DAYTONA BEACH -- The champagne-colored van was the last anniversary present Eliud Haliday got from her late husband, so she wasn't going to let it go easily.
The 70-year-old Daytona Beach woman got tough with a carjacker Tuesday, police said; so tough the robber bailed out.
"I wasn't going to let them take my van, my pocketbook and my paycheck," Haliday said from the emergency room of Halifax Health Medical Center, where she was taken as a precaution. "It's against nature. You can't let them take over your life."
Haliday just arrived at the Beville Road Walmart shortly after 1 p.m.

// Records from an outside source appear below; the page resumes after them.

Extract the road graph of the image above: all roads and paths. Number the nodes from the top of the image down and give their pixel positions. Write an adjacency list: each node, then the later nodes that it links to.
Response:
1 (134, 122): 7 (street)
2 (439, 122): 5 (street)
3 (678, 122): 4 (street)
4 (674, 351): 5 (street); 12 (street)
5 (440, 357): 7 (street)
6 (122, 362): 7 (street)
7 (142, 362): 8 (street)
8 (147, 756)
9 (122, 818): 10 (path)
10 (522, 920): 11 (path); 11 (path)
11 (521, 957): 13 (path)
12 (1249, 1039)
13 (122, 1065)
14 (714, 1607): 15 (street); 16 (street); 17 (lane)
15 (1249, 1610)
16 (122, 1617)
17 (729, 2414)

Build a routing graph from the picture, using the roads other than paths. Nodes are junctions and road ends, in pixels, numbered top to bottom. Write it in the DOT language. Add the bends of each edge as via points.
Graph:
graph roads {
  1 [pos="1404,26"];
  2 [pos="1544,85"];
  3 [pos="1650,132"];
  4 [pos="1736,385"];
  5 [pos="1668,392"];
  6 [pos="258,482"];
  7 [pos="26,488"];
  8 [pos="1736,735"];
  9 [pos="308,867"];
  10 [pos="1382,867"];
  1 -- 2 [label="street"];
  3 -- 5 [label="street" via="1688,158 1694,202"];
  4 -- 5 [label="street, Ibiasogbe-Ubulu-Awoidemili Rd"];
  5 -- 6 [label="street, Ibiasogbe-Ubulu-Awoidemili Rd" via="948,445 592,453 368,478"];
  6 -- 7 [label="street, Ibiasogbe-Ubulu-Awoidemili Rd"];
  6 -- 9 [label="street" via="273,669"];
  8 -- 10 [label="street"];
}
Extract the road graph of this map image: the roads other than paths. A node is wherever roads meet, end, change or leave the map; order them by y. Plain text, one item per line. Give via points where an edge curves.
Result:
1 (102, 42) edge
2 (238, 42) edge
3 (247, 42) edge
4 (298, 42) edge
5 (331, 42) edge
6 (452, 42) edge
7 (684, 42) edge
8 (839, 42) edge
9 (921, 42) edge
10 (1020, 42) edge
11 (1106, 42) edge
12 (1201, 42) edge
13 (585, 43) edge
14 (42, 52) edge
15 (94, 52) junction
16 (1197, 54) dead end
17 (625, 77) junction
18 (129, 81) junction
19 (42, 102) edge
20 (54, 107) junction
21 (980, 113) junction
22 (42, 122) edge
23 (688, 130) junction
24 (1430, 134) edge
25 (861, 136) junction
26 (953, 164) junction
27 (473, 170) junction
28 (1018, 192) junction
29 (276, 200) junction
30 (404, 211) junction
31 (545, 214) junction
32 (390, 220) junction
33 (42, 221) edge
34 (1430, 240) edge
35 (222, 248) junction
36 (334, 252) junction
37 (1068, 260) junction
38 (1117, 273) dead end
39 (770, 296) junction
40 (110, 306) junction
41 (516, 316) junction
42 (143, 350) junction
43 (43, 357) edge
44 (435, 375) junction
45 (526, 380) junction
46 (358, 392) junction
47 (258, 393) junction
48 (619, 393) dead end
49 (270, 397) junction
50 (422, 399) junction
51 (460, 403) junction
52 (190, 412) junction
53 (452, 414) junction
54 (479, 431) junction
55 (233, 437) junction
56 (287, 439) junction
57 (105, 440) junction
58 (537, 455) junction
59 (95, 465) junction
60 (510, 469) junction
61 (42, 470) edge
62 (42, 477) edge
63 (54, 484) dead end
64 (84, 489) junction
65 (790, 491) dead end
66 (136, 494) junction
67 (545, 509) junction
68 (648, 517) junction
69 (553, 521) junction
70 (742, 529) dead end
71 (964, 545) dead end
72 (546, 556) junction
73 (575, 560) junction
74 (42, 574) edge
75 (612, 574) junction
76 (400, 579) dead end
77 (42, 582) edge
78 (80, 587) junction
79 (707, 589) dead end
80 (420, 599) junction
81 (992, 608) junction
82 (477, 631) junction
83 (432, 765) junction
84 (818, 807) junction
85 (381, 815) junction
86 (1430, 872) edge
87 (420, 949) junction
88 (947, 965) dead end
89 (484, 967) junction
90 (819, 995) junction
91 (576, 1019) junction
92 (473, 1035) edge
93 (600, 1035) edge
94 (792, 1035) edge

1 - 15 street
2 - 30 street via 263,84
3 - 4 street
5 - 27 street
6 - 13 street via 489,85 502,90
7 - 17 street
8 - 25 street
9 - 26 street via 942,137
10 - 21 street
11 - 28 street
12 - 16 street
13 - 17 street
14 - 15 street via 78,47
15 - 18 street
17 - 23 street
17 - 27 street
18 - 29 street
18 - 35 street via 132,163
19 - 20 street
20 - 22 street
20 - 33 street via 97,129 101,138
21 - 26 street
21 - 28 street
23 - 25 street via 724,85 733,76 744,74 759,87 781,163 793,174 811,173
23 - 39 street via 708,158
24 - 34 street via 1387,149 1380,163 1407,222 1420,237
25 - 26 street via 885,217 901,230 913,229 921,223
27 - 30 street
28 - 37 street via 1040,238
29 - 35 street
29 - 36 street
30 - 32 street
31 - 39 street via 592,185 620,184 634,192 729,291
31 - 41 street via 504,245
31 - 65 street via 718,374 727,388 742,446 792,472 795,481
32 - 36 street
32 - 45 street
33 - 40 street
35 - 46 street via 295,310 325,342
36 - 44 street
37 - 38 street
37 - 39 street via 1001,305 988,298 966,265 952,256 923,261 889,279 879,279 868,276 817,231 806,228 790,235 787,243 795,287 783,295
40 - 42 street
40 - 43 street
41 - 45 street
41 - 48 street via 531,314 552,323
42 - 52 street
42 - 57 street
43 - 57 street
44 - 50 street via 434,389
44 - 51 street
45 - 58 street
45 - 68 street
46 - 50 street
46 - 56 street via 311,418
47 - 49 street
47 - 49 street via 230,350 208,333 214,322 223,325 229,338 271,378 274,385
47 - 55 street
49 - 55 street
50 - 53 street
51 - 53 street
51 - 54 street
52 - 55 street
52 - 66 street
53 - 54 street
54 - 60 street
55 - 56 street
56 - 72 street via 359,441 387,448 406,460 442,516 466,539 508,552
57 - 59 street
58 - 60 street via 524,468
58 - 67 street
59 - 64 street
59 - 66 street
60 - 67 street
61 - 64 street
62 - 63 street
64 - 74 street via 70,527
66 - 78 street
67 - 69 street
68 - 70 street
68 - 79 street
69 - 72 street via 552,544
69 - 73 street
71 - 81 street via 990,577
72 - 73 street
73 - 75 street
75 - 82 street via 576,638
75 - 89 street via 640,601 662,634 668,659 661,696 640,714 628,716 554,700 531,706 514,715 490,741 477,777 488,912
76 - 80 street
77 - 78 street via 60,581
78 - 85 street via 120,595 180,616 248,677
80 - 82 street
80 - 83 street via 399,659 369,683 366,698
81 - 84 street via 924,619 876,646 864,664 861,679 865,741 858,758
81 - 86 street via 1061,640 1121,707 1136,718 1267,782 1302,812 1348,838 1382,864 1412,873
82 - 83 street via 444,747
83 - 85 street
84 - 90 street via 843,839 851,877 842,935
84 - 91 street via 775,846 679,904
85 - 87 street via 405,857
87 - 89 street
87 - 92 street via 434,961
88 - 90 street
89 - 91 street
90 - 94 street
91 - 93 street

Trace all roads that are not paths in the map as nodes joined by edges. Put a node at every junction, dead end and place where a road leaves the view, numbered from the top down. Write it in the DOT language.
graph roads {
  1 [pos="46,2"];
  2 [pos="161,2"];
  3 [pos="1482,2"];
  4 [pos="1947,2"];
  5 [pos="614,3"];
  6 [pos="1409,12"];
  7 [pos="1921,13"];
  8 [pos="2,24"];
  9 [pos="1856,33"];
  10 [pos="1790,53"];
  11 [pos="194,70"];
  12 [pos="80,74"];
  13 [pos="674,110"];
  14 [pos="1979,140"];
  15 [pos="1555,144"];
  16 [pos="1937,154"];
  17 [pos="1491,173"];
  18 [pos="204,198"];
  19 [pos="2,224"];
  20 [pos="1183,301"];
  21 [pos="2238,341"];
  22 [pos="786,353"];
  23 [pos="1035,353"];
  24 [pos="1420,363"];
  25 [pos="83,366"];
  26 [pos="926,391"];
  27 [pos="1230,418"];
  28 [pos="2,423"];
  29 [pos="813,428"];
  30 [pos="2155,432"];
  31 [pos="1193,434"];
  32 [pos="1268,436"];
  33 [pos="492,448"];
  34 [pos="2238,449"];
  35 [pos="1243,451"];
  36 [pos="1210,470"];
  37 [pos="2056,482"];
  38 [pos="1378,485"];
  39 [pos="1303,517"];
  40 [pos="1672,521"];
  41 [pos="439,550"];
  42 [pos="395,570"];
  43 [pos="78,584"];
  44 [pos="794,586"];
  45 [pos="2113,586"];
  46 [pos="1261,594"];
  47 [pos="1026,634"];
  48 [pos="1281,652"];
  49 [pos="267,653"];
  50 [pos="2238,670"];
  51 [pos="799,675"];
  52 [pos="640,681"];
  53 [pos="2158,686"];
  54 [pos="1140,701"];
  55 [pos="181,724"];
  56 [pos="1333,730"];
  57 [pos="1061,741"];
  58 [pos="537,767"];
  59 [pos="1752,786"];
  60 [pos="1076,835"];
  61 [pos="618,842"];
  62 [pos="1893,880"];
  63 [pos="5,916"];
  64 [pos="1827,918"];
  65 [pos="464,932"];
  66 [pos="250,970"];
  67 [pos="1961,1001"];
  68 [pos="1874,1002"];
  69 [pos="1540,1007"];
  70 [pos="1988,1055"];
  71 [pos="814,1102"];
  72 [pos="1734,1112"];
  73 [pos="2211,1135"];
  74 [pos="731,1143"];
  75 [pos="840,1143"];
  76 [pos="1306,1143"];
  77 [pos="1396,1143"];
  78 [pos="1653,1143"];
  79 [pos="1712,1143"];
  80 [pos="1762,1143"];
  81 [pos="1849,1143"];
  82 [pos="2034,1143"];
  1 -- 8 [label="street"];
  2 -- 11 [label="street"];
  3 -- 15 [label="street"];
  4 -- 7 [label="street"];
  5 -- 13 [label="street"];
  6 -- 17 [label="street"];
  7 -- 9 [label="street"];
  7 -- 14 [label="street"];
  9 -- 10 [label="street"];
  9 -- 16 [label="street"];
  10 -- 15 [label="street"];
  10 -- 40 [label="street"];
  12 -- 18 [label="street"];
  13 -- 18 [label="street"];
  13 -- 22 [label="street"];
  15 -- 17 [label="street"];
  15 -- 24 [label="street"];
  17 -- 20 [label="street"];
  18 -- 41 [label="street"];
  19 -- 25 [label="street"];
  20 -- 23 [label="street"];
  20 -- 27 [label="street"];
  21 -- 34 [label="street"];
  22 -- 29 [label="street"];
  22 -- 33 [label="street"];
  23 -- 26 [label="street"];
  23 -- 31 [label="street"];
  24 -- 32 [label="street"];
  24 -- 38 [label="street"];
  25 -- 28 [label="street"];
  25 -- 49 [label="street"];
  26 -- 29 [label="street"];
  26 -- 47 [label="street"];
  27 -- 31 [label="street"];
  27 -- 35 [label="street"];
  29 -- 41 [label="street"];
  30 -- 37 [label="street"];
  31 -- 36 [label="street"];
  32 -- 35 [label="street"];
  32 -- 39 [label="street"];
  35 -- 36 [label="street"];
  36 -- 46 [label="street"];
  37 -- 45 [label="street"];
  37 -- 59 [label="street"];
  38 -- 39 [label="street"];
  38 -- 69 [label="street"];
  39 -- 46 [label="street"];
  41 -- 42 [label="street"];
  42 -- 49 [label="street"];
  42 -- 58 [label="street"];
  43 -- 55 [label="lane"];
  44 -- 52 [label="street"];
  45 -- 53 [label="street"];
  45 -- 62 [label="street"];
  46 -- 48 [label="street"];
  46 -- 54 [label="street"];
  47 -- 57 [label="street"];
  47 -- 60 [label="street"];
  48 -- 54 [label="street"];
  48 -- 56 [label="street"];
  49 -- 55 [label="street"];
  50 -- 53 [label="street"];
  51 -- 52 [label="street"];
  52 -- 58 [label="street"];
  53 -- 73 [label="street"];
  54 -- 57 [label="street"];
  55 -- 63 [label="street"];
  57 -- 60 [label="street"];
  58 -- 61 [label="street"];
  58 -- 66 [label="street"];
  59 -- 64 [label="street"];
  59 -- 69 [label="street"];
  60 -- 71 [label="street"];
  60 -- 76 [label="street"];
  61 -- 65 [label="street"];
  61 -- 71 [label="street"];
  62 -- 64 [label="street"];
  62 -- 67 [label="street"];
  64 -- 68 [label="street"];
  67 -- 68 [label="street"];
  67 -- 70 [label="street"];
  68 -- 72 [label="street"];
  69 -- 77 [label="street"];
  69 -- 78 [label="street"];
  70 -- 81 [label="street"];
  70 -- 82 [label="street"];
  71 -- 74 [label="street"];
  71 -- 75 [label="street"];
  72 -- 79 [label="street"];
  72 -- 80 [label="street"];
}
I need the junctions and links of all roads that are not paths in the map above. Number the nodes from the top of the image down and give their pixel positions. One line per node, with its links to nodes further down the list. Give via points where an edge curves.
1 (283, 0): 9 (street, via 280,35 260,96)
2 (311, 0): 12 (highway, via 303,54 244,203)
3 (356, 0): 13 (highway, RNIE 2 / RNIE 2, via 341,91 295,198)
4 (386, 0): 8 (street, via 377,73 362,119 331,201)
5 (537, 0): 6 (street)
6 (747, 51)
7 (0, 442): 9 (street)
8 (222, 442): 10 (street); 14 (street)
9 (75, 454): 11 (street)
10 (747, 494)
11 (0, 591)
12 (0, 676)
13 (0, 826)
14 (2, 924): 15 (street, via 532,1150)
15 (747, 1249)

Tuesday to pick up her son, Allan, who is temporarily disabled because of a motorcycle accident.
"She had just put a couple of bags of groceries in the van when it takes off racing down the parking lot and I called 9-1-1," he said.
Haliday had jumped into the van and put her assailant in a chokehold. A Brazilian native, she studied martial arts -- judo, jujitsu and capoeira -- in her youth.
"He kept telling me that he was going to kill me, and that he had a gun in his pants," Haliday said from her hospital bed, hair styled and nails manicured. "I told him, 'You can't reach it. Your pants are at your ankles.' "
Nonetheless, her heart pounded as the suspect -- described as a young black man wearing a black short-sleeve shirt and a camouflage hat -- hit a parked car, swerved several times and hit a fence.
"I think he was trying to get me to fall out of the sliding door," Haliday said. "He swerved one time and the door slammed shut and then he was mine."
His accomplices, four of them, followed in another van as Haliday's sped east on Beville Road.
"His friends were screaming, 'Bail out, bail out,' " she said. "I kept asking him if he wanted to stop all this nonsense and get out, but he kept going."
Haliday, a retired nurse who described herself as kind and gentle at all other times, said it was necessary to defend herself so she did what she had to do.
"I can't believe how hard it is to break somebody's neck," she said. "I just kept choking him until he couldn't talk. I thought he'd at least faint."
By the time the suspect made it to Ridgewood and Rutledge avenues in South Daytona, he'd had enough. He leaped out and was picked up by his cohorts.
"What he did is wrong, wrong, wrong," she said. "I've always believed in protecting children and the elderly, and I guess I'm now, well ..."
Her daughter, Maisa Alderman, said her mother taught her self-defense as a child, but she couldn't help but be concerned when her mother called from Halifax to tell her she had been carjacked.
"By the time I saw her, I was laughing," Alderman said. "When she started telling me about how his eyes were poking out and how hard it is to break somebody's neck, I knew she was fine."
Police Chief Mike Chitwood is thankful Haliday will be OK.
"You've got these little thugs just looking for an opportunity," he said. "They thought they found it, but they were wrong."
Police are still looking for the suspect and his accomplices. Anyone with information is asked to call Detective Dale Detter at 386-671-5218.
While both her son and Chitwood referred to her assailant as looking quite young, Haliday hopes he's not.
"I hope he's at least 21 so he had a chance to enjoy his life some, before he goes to jail," she said. "You just can't do this kind of thing to people. Not on my watch anyway."